Namun tak semua sempurna. Beberapa kritik muncul—terutama soal bagaimana gejolak psikologis tokoh-tokohnya kurang tergarap dalam. “Kita tahu mereka sakit, tapi tidak cukup dekat untuk ikut merasa,” ujar salah satu peserta diskusi.
Meski demikian, Sulis Bambanh berhasil membingkai dunia perempuan kelas menengah dalam atmosfer yang hidup—dengan latar restoran, aneka hidangan, hingga kolam terapi yang menjadi metafora utama: tempat penyucian, tempat pelarian, dan kadang, tempat kehilangan.
Acara ini ditutup dengan parade pembacaan puisi dari lintas generasi dan tembang —ada Yanti S Sastroprayitno, Kwartet Coustik Yusri Yusuf, dan Arieyoko, Para penyair sepuh yang menyampaikan testimoni penguatan dan mangayubagyo seperti Gunoto Saparie dan Guspar Wong, Budi Maryono hingga suara lantang Sosiawan Leak yang mendedahkan otokritik terhadap jagad komunitas sastra fi Jawa Tengah dengan energi yang menggetarkan. Semuanya berpadu menjadi satu irama: perayaan akan kata, luka, dan keberanian perempuan yang bersuara.

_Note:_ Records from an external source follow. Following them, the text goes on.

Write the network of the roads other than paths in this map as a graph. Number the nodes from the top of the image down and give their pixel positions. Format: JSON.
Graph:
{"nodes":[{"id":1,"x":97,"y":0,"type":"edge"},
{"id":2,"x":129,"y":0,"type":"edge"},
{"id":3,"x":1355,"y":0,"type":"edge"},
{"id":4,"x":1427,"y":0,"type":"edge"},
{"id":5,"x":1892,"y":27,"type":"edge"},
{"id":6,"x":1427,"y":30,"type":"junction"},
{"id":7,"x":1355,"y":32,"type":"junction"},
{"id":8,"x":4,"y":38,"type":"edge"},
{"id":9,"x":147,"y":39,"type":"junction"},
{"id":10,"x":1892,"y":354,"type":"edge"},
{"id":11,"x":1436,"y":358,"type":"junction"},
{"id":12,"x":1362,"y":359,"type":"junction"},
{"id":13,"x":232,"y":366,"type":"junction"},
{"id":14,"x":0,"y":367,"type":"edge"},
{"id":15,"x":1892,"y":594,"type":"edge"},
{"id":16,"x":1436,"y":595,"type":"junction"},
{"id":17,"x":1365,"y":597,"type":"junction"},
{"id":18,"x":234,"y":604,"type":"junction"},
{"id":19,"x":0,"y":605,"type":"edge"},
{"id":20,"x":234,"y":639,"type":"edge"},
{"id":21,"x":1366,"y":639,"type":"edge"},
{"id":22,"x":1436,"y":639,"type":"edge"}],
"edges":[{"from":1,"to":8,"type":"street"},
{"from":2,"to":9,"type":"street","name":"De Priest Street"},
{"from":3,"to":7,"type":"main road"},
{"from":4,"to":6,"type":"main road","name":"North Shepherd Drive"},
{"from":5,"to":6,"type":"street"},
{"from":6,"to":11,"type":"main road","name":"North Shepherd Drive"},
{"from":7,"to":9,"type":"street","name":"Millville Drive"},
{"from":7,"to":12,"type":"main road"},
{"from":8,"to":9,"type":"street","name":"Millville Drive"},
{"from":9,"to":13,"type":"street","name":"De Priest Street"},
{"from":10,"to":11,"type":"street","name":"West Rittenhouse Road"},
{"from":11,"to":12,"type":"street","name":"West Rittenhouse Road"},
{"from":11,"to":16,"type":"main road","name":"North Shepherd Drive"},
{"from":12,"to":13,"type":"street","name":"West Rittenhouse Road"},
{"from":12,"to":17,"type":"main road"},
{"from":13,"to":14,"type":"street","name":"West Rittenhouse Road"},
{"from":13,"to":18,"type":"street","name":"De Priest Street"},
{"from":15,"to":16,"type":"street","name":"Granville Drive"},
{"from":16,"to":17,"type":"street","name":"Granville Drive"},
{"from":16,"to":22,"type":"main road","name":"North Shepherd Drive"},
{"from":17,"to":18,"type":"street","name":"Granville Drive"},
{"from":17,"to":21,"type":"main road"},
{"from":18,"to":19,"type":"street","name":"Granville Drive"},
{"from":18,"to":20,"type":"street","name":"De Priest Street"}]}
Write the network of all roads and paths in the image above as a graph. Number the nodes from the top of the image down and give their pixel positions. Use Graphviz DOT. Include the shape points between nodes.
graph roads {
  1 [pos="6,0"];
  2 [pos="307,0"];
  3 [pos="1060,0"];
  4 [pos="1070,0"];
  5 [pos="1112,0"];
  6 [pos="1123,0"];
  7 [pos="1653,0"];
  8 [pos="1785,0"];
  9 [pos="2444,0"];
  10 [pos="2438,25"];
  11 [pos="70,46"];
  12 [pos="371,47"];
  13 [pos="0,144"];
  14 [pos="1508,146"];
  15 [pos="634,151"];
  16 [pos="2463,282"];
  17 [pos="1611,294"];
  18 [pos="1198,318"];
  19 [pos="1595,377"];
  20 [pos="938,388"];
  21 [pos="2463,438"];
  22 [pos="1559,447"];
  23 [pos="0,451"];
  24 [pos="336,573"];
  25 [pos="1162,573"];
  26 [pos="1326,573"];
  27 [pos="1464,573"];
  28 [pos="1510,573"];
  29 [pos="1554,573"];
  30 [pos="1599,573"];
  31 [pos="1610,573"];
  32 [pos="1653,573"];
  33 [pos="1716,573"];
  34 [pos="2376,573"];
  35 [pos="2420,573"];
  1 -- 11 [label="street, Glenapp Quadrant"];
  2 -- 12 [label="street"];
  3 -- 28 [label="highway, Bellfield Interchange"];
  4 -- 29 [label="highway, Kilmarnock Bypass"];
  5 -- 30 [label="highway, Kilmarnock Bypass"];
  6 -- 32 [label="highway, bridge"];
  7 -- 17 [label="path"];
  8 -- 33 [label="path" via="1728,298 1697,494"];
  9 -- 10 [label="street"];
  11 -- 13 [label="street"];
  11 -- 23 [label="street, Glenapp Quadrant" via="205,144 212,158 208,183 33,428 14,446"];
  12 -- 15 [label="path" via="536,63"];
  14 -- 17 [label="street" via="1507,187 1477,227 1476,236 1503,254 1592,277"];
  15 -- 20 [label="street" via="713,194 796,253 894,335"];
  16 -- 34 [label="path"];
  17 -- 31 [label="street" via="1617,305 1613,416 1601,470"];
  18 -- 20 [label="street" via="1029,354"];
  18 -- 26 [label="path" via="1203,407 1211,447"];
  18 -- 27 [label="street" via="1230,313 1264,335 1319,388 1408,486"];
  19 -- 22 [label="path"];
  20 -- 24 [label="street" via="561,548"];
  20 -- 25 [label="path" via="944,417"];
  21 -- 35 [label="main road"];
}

Di usia ke-9, BeSTM tak sekadar menapak waktu. Ia menjadi ruang, tempat sastra tak hanya dibaca, tapi juga dihidupi—dengan tubuh, air mata, dan puisi.
“Kolam Susu” bukan sekadar novel. Ia adalah sungai batin, mengalirkan keheningan yang tak pernah tuntas dijelaskan.Dan barangkali, di sanalah sastra menemukan maknanya yang paling jujur: menyembuhkan tanpa harus menjawab segalanya.
*) Jurnalis, tukang tulis penyaksi peristiwa tinggal di Tembalang, Semarang.